*

 歌が聞こえた。
 恐らく歌っている本人にしか聞こえないほどの密かな声だったが、どうしてかウォレスにはよく聞こえる。全てを委ねてしまいたいような心地良さと、全てを見透かされたような居心地の悪さ。優しげなその歌声に、ウォレスはどうしようもなく泣きたくなった。
 塔の上にある扉を手馴れた手付きで開ける。木板の軋む音がした。
 部屋に入って少し歩けば、すぐに鏡が見えた。その中で、少女が編み物をしながら歌っている。しかしウォレスを見た途端歌はやみ、楽しそうな笑い声に変わった。
「今日は来ると思ってた」
「歌が聞こえた。鏡に映っていない時から。そういえば、あんたに初めて会った時も、聞こえた。俺は鏡の前に立っていないのに」
 この現象はいまだ謎のままだが、繋がる条件として、二人が同時に鏡の前に立っていなければならない。映っていないと、姿はおろか、声も届かないのだ。けれど、ルチアの歌声だけは、ウォレスが鏡の前に立っていなくても聞こえる。
「そうだったかしら。あ、そうだ、あの時も隠れているのが退屈で、口ずさんでいたわ」
 疑問を口に出しつつ、ルチアはさして気にしていないようだった。
 色とりどりの魔法石の欠片が入った木箱を腋に押しやり、身体を伸ばす。今日は萌黄色のワンピースを着ていて、ルチアの火のように赤い髪を際立たせていた。
「歌には魔力が籠りやすいっていうから」
 ウォレスと会話する態勢になったルチアが言った。
「だから俺にまで聞こえたってことか?」
「どうかな。それよりもあなたは、ここに来なかった間の話を、私に聞かせるべきでしょう?」
 ルチアにねだられるまま、ウォレスはアランがやってきた時の話をした。
 結局アランは三日間図書館に居候し、物珍しげに館内を歩き回っていた。金にならない景色は面白くないのではと問えば、土産話はお金になりますよと笑って返された。

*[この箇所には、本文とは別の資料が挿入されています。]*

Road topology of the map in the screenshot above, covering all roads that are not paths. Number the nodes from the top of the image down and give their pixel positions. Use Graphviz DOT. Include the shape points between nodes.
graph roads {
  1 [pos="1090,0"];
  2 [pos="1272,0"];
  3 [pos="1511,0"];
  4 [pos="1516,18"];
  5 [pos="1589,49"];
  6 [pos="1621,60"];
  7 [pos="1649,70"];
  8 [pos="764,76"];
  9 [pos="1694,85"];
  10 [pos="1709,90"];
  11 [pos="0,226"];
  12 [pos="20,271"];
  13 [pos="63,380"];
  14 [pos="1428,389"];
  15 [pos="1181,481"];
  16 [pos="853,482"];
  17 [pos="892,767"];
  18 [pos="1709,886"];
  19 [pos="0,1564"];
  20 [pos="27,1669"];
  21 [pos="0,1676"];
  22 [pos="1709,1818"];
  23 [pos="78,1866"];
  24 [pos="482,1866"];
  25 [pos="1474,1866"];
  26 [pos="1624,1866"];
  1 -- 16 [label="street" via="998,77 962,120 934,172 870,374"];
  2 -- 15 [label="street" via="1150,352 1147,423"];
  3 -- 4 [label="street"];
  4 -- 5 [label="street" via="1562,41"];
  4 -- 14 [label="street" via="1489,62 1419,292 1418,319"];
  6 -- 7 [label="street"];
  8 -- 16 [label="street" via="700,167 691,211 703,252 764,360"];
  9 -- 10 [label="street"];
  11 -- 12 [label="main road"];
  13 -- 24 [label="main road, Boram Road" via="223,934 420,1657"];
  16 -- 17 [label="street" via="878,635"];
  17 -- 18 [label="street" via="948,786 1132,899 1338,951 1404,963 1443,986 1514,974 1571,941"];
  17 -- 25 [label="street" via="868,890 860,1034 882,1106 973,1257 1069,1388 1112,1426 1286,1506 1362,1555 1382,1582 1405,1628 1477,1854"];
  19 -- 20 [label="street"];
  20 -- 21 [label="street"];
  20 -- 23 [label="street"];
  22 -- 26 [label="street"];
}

「図書館を案内したお礼に、旅の話を聞かせてくれたんだ」
 アランは話し上手で、自身の体験談を、面白おかしくウォレスに聞かせた。恐らく嘘も混じっているだろう。魔王に腐食されかけたこの世界が、そんなに明るく楽しい話ばかりのわけがない。それでも、ウォレスは夢中で聞き入った。

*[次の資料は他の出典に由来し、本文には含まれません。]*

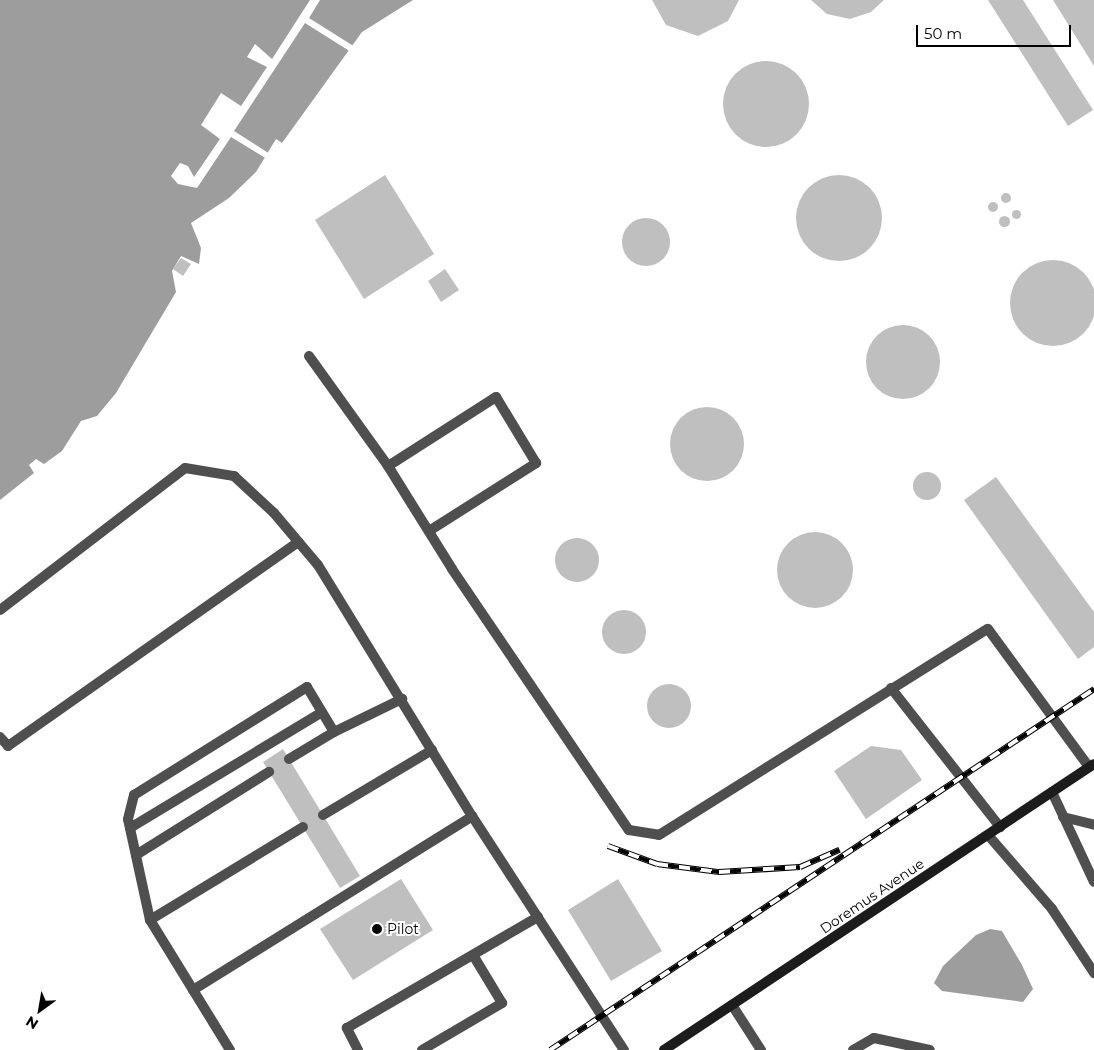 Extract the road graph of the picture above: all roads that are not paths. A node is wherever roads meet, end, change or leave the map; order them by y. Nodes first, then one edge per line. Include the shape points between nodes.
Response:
1 (309, 356) dead end
2 (388, 466) junction
3 (429, 531) junction
4 (298, 542) junction
5 (0, 610) edge
6 (891, 688) junction
7 (402, 699) junction
8 (322, 712) junction
9 (334, 732) junction
10 (0, 736) edge
11 (432, 750) junction
12 (289, 759) dead end
13 (1092, 766) edge
14 (269, 772) dead end
15 (1052, 792) junction
16 (323, 815) dead end
17 (472, 816) junction
18 (1063, 817) junction
19 (1094, 825) edge
20 (1000, 826) junction
21 (303, 827) dead end
22 (130, 828) junction
23 (988, 835) junction
24 (136, 856) junction
25 (1094, 882) edge
26 (538, 917) junction
27 (150, 920) junction
28 (472, 955) junction
29 (1094, 973) edge
30 (193, 990) junction
31 (732, 1005) junction
32 (230, 1050) edge
33 (358, 1050) edge
34 (422, 1050) edge
35 (624, 1050) edge
36 (664, 1050) edge
37 (762, 1050) edge
38 (853, 1050) edge
39 (930, 1050) edge

1 - 2 lane
2 - 3 lane
2 - 3 lane via 496,397 536,463
3 - 6 lane via 630,830 659,835
4 - 5 lane via 234,476 185,468
4 - 7 lane
4 - 10 lane via 8,746
6 - 13 lane via 988,629
6 - 20 lane
7 - 9 lane
7 - 11 lane
8 - 9 lane
8 - 22 lane
8 - 22 lane via 307,687 134,795
9 - 12 lane
11 - 16 lane
11 - 17 lane
13 - 15 main road, Doremus Avenue
14 - 24 lane
15 - 18 lane
15 - 20 main road, Doremus Avenue
17 - 26 lane
17 - 30 lane
18 - 19 lane
18 - 25 lane
20 - 23 main road, Doremus Avenue
21 - 27 lane
22 - 24 lane
23 - 29 lane via 1052,909
23 - 31 main road, Doremus Avenue
24 - 27 lane
26 - 28 lane
26 - 35 lane
27 - 30 lane
28 - 33 lane via 347,1028
28 - 34 lane via 502,1003
30 - 32 lane
31 - 36 main road, Doremus Avenue
31 - 37 lane
38 - 39 lane via 874,1038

 早朝手を振って旅立ったアランの後ろ姿に、喪失感があったのも事実だ。
「それで三日間も私と会ってくれなかったの?」
「…………悪かったよ」
 ウォレスは謝ったが、やはり言葉ほどルチアは気にしていないようだ。
「ふふ。嘘だって。ここは私の秘密基地で、元々来るのが日課だったし、そんなに寂しくないわ。そもそも二人とも違う場所で生活してるんだもん。予定が合わない時は仕方ないって、そういう約束でしょ? 私だって、来られない時があるもの」
 達観していたらしていたで、少し寂しいような気もする。多少は怒ってほしいと思ってしまうのは、わがままだろうか。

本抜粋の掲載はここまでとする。